The existing xas_split() function primarily supports splitting an entry
into multiple siblings within the current node, or creating child nodes for
one level below.

It does not handle scenarios where the requested split order requires
wiring up multiple levels of new intermediate nodes to form a deeper
subtree. This limits the xas_split() from splitting arbitrarily large
entries.

This commit extends xas_split() to build subtrees of XArray nodes and then
set these subtrees as children of the node where the split is requested.

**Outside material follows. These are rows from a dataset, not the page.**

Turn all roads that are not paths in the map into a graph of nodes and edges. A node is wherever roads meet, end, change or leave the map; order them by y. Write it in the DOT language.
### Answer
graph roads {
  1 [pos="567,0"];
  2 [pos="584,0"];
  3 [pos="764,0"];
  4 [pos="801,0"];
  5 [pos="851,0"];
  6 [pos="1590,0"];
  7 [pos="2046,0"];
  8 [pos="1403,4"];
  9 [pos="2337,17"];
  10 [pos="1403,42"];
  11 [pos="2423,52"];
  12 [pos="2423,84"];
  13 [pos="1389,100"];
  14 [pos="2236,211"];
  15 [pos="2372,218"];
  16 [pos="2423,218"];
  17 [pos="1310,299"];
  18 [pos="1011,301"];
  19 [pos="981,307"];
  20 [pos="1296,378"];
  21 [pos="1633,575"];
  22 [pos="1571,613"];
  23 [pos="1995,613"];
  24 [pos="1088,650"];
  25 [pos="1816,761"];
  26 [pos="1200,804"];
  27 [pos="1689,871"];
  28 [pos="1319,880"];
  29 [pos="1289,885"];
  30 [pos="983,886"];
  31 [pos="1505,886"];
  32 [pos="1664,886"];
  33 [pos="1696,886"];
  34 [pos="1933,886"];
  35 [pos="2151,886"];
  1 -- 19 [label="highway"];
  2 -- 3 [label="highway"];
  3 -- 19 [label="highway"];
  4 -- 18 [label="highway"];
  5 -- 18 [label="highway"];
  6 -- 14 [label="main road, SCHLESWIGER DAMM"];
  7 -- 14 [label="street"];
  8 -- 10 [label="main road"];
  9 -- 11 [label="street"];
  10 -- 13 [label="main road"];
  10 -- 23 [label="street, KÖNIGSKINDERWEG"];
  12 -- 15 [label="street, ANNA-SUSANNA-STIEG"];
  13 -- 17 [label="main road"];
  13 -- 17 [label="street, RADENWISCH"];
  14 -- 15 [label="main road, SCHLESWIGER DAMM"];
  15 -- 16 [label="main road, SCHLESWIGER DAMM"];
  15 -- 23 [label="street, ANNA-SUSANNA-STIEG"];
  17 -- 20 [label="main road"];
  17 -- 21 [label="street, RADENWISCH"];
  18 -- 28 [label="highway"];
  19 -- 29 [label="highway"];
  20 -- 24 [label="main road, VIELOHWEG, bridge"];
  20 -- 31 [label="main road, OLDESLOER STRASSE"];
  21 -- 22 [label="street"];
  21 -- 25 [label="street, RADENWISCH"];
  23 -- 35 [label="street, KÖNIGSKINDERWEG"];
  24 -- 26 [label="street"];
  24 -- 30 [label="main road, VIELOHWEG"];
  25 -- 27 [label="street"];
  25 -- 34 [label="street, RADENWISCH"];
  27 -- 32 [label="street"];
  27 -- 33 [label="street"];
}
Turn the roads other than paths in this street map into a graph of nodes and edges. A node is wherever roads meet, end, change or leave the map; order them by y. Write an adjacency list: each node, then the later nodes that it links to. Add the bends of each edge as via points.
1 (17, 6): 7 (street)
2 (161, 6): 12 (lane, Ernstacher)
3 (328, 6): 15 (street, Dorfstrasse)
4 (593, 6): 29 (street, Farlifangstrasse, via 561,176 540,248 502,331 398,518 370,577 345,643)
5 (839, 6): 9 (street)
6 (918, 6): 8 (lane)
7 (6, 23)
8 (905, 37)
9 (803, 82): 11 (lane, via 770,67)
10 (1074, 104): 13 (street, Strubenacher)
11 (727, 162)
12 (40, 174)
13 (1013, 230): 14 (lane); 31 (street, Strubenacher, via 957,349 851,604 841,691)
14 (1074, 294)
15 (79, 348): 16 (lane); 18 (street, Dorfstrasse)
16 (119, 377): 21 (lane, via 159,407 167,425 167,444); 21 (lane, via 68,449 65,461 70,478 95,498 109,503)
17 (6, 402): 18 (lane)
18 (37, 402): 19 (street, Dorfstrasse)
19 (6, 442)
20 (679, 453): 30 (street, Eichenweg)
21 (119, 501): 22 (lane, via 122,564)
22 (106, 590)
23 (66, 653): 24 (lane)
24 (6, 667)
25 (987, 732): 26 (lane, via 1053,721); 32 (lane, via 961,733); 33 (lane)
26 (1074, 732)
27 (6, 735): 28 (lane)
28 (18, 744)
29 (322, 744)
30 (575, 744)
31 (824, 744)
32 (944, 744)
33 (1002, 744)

Signed-off-by: Ackerley Tng <ackerleytng@google.com>
---

I had a recursive implementation which I believe was easier to understand, but I
went with a iterative implementation using a stack because I was concerned about
stack depths in the kernel. Let me know if the recursive implementation is
preferred!

Feedback is always appreciated, and I'd specifically like feedback on:

+ RCU-related handling
+ Handling of xas_update() calls
+ Use of node_set_marks() - can/should that be refactored to be node-focused,
  rather than in some cases also updating the child?
+ Can/should xas_split_alloc() read entry using xas_load(), rather than rely on
  void *entry passed as an argument?


 lib/xarray.c | 158 +++++++++++++++++++++++++++++++++++++++------------
 1 file changed, 121 insertions(+), 37 deletions(-)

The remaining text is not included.